All finished projects written during the SHA2017 camp
- Badge Ransomware
- Pong Multiplayer
- Junior CTF
We came up with the idea of hijacking the badge and holding it hostage, we chose to allow reboots to reset the ransomware was done intentionally. To trick people into installing the malware, we used the oldest trick in the book and called it "ASCII porn".
We could have hijacked boot.py
and forced the ransomware to run on each reboot,
but since that (could) brick your badge and possibly force you to re-flash it, we
decided to be nice and not do it.
The ransomware consists of a client and a server, the client intially connects to the server to get a random secret and id (since the badge can't generate random data) and then locks the badge until the right secret is entered.

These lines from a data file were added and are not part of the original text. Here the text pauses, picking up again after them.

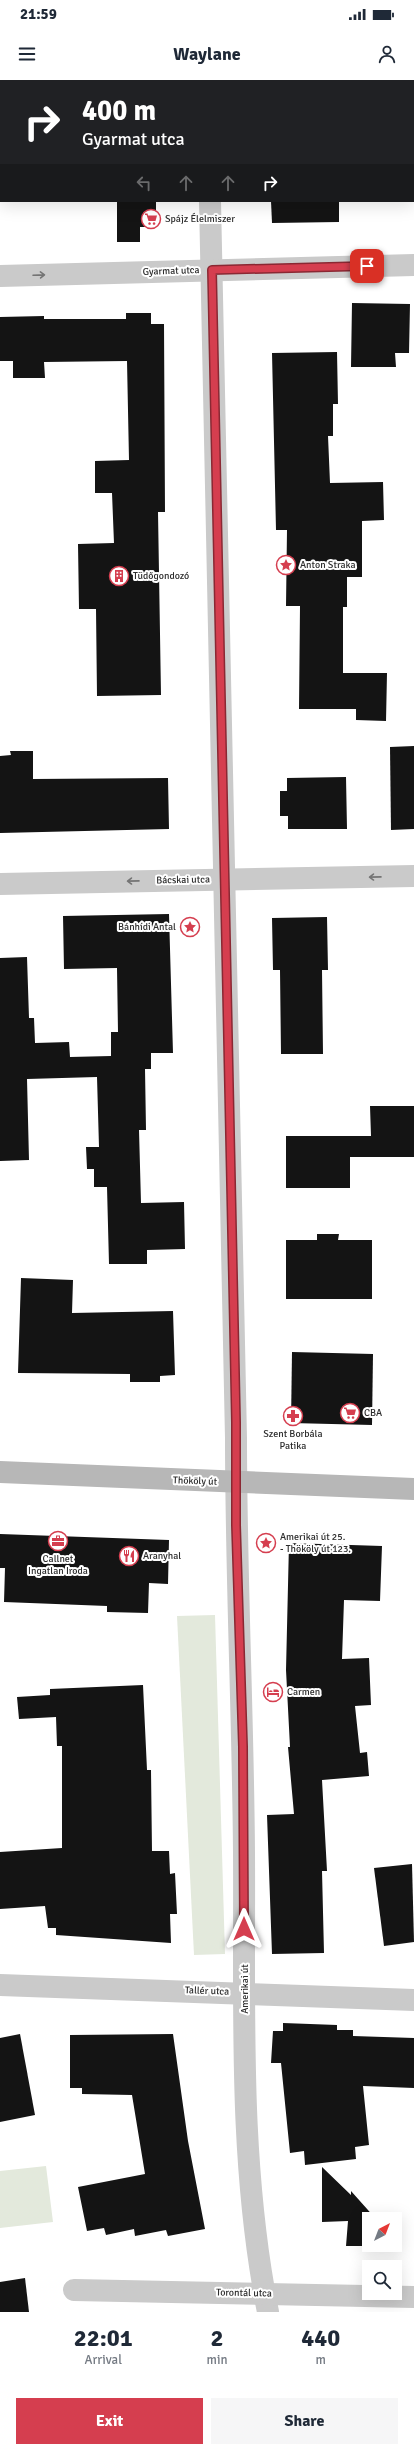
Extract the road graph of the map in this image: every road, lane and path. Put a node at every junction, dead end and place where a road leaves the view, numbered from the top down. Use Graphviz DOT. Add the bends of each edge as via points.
graph roads {
  1 [pos="210,202"];
  2 [pos="414,265"];
  3 [pos="212,270"];
  4 [pos="0,276"];
  5 [pos="414,876"];
  6 [pos="224,880"];
  7 [pos="0,884"];
  8 [pos="0,1472"];
  9 [pos="236,1482"];
  10 [pos="414,1489"];
  11 [pos="0,1985"];
  12 [pos="245,1992"];
  13 [pos="414,2000"];
  14 [pos="74,2290"];
  15 [pos="414,2297"];
  16 [pos="266,2303"];
  1 -- 3 [label="street, Amerikai út"];
  2 -- 3 [label="street, Gyarmat utca"];
  4 -- 3 [label="street, Gyarmat utca, one-way"];
  3 -- 6 [label="street, Amerikai út"];
  5 -- 6 [label="street, Bácskai utca, one-way"];
  6 -- 7 [label="street, Bácskai utca, one-way"];
  6 -- 9 [label="street, Amerikai út"];
  8 -- 9 [label="main road, Thököly út"];
  9 -- 10 [label="main road, Thököly út"];
  9 -- 12 [label="street, Amerikai út" via="243,1747"];
  11 -- 12 [label="street, Tallér utca"];
  12 -- 13 [label="street, Tallér utca"];
  12 -- 16 [label="street, Amerikai út" via="246,2145"];
  14 -- 16 [label="street, Torontál utca"];
  15 -- 16 [label="street, Torontál utca"];
}
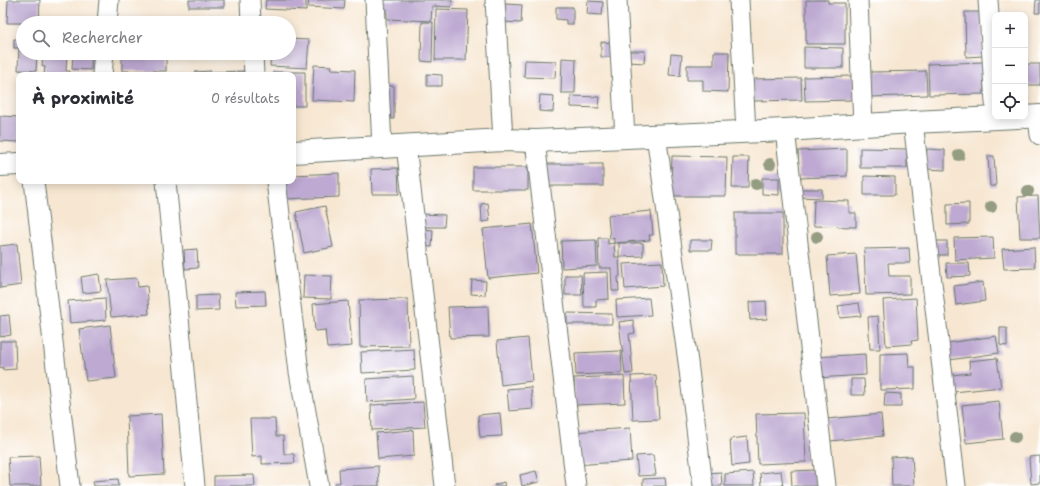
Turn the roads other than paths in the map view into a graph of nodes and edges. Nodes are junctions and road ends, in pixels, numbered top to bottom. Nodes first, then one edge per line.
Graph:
1 (109, 0) edge
2 (250, 0) edge
3 (375, 0) edge
4 (495, 0) edge
5 (617, 0) edge
6 (739, 0) edge
7 (858, 0) edge
8 (988, 0) edge
9 (108, 16) edge
10 (251, 16) edge
11 (103, 60) edge
12 (253, 60) edge
13 (102, 72) edge
14 (254, 72) edge
15 (994, 84) edge
16 (992, 117) edge
17 (913, 122) junction
18 (863, 126) junction
19 (785, 130) junction
20 (746, 132) junction
21 (656, 135) junction
22 (625, 137) junction
23 (503, 140) junction
24 (535, 141) junction
25 (406, 145) junction
26 (382, 146) junction
27 (296, 152) edge
28 (16, 164) edge
29 (0, 165) edge
30 (34, 184) edge
31 (166, 184) edge
32 (276, 184) edge
33 (70, 486) edge
34 (195, 486) edge
35 (319, 486) edge
36 (445, 486) edge
37 (576, 486) edge
38 (703, 486) edge
39 (826, 486) edge
40 (956, 486) edge

1 - 9 street
2 - 10 street
3 - 26 street
4 - 23 street
5 - 22 street
6 - 20 street
7 - 18 street
8 - 15 street
11 - 13 street
12 - 14 street
16 - 17 highway
17 - 18 highway
17 - 40 street
18 - 19 highway
19 - 20 highway
19 - 39 street
20 - 21 highway
21 - 22 highway
21 - 38 street
22 - 24 highway
23 - 24 highway
23 - 25 highway
24 - 37 street
25 - 26 highway
25 - 36 street
26 - 27 highway
28 - 29 highway
30 - 33 street
31 - 34 street
32 - 35 street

Edit: SUNDAY One of the badge admins liked the project and made it persistent, we also registered a duplicate called The Legend of Zelda which was another social engineering attack to get people to install the app as a game. We later found out that that version of the app tried to restore the ascii_porn
app, which left your badge in a vegitative state. To the people whose badges we bricked, sorry ❤️. So far three people have showed up to ask about the ransomware but no Club Mate has been paid. 😢
Edit: TUESDAY Two people paid their ransom, seven badges were unlocked in total end one grumpy father didn't appreciate the joke.
Yup, mutliplayer pong on an event badge! The game allows you to play pong with another person through your badge. Use UP / DOWN for player one, and use A / B for player two. The game has bounce physics, ball randomisation and some other fun features. It's listed in the store under games.
On the second to last day of SHA, I decided to get my CTF game up and wanted to take part in the Junior CTF, sadly however this ctf had already ended, meaning you couldn't win any prizes and such; however you could still do the challenge and get on the highscores. In the end I managed to get 100% of the flags which got me in the 171st place (out of the ~4k that took part, not sure on that figure though, I'll have to double check). I'd like to thank Rik van Duijn, Vincent van der Eijk for brainstorming on some challenges and an special thanks to an awesome guy who goes by the name of perzik for giving a hint on how to solve the last challenge: reverse.